**Record excerpts**
"""
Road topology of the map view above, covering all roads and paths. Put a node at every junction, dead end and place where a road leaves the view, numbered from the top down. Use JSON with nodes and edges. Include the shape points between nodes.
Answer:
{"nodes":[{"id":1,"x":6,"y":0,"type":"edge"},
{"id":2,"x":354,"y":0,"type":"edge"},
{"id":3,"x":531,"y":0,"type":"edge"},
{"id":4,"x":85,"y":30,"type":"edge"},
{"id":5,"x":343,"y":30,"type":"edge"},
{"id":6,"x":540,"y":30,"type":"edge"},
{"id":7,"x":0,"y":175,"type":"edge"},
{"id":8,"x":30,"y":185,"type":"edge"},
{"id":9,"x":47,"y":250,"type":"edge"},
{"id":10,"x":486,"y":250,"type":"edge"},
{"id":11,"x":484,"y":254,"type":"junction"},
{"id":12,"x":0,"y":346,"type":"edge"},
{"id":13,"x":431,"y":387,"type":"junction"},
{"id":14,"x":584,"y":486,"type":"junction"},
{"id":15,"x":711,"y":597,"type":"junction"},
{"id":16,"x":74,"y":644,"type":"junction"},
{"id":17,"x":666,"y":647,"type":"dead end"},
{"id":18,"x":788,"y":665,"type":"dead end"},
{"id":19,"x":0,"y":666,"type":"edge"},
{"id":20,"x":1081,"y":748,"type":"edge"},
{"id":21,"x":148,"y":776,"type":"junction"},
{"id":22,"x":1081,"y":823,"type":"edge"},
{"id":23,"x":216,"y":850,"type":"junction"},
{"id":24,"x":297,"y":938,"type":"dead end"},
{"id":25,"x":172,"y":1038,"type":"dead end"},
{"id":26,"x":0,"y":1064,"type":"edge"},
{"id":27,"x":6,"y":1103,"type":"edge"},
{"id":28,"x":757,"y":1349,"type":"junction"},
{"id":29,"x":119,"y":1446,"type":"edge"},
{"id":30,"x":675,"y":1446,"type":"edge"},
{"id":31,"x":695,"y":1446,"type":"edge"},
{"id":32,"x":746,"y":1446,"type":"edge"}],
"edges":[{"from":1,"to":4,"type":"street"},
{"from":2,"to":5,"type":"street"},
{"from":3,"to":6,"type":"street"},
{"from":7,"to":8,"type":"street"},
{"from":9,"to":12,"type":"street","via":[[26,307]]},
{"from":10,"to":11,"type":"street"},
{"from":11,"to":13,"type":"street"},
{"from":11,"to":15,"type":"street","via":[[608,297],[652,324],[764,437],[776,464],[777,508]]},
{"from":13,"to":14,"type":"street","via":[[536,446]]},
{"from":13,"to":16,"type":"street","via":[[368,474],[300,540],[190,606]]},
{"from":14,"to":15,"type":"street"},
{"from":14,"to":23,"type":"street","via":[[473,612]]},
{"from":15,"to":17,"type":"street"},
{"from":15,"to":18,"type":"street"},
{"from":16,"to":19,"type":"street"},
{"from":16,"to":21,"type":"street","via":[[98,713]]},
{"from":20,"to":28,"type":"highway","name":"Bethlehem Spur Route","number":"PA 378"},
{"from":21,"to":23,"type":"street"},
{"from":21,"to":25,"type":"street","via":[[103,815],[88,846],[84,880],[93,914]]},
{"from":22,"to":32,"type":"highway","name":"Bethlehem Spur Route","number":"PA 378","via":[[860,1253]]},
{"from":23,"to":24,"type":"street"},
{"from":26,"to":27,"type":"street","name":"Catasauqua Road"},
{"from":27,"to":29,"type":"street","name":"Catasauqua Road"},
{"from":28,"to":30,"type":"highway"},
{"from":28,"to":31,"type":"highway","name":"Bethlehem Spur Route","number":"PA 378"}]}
"""
**Exercise objective**
Find how many lines in the listing hold "edges", and reply with that number only.

**Task result**
2